Block it

Mock School

Last year I had the opportunity to work with a small group called the "High Neighbors Society" near Syracuse, Indiana to list a one-room schoolhouse on the National Register of Historic Places. The unique aspect of the schoolhouse is that it was constructed entirely out of molded concrete block. This led to some research on the invention and use of molded concrete block.

Did you know that the first concrete block was made in the United States in 1890? It was considerably larger than what we recognize as concrete block today. They were 8" x 10" x 30" long.....double the length of what we use now and difficult for guys to handle and lay in place. The block size became standardized to the same dimensions we use today and by 1905 over 1500 companies were manufacturing molded concrete block. It's selling point? Economic and fire-proof. Sears & Roebuck's portable mold made their use of block most prolific, along with their sell of plans and home packages. Styles of block ranged from "panel face" which has a flat face with cut edges forming a "panel" to rock face which has a rusticated surface. Other styles include chiseled, pebble, and designs to create chevrons or scored to create patterns.

There were four large concrete block producers in Indiana: Hoosier Manufacturing Co. of Auburn, Goodwin Cement Block Co. of Indianapolis, Ideal Concrete Machinery Co. of South Bend, and Pettyjohn Co. of Terre Haute. But with the Sears & Roebuck mold, a guy could produce 10 blocks per hour out of his garage. The demand for cement saw the expansion of producers, particularly the Portland Cement Company.....which takes us back to Syracuse.

Grace Lutheran

In 1898 the Sandusky Portland Cement Company opened a plant in Syracuse, Indiana, removing marl from Lake Wawasee and turning it to cement. The rumor was that the Mock School (named for the farming family who owned the land) had been built with cement block made from the marl taken from Lake Wawasee. It was unusual to have public buildings constructed from molded block, so I thought the claim may be valid. I looked for a preponderance of other block structures in the area and there were a few.
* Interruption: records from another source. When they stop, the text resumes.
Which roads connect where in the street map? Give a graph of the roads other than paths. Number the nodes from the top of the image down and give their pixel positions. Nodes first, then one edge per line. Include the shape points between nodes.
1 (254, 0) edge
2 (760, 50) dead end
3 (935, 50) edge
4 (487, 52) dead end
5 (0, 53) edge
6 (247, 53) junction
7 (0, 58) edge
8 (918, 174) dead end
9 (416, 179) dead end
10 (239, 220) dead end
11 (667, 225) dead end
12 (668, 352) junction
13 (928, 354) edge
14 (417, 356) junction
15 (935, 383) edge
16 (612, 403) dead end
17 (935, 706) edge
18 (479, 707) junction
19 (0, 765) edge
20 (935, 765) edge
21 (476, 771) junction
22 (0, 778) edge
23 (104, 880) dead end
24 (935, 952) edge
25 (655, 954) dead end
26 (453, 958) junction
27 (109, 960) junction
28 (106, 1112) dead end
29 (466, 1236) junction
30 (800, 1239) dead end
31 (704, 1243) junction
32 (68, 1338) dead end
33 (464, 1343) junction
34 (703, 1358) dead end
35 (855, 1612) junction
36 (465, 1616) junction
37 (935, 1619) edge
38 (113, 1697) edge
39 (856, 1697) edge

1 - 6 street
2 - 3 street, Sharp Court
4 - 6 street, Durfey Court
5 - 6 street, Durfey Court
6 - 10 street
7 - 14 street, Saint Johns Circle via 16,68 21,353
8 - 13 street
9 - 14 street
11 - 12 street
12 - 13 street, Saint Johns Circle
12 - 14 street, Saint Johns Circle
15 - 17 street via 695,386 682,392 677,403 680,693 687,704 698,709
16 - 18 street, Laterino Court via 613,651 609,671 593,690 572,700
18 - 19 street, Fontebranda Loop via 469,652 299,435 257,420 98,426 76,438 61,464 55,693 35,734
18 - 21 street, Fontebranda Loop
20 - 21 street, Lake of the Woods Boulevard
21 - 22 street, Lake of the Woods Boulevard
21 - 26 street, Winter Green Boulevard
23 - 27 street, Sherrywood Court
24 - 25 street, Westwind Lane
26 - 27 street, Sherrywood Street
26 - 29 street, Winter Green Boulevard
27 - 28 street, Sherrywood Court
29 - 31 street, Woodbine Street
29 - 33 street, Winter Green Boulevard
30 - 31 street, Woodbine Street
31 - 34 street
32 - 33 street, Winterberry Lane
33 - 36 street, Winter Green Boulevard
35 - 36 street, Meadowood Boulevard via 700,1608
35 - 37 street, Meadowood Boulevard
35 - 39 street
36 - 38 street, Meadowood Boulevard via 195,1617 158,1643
Of particular note was Grace Lutheran Church of Syracuse, built in 1904, which shows incredible skill in construction execution using molded block. While I couldn't prove the rumor true or false, there certainly is high probability.

Block house in North Webster

I've had limited exposure to molded concrete block. I had been told that Berrien Springs, Michigan was a test-site for the use of the block and it is true that it is found in significant quantity in a wide variety of styles on homes. I have taken note of other churches made out the block since working in Syracuse, but most are smaller and have also been painted. The beauty in the molded block is the soft patina the aged block has, but too often the surfaces are painted. Probably due to the fact that they were so commonly used for foundations and front porches where staining was likely to occur or people wanted a bright look to welcome guests on their porches.

When we bought the farm a small garage came with it, built about 1920 out of panel face molded concrete block. It remains unpainted but settling has put a crack on each side wall from top to bottom....more than caulk can cure. But I look forward to taking care of this little piece of history too.


jimgrey said…
Makes me think of the concrete-block house on the MR in Rochester.

Not the most esthetically pleasing building material, but now I can see why it was attractive for builders.
vanilla said…
Enjoyed the history of block in Indiana. Paid a good bit of my way through school carrying hod and laying block. Later handled 1000s of new block at Spickelmeier in Indy. Memories!
Kelley Klausing said…
I know it's been a while since this post but we wanted to spread the word about our company up in Ft. Wayne, In. We manufacture these block again. Check us out and spread the word.

hoosier reborn said…
Thanks Kelley-this is good information to have for the friends in my preservation community.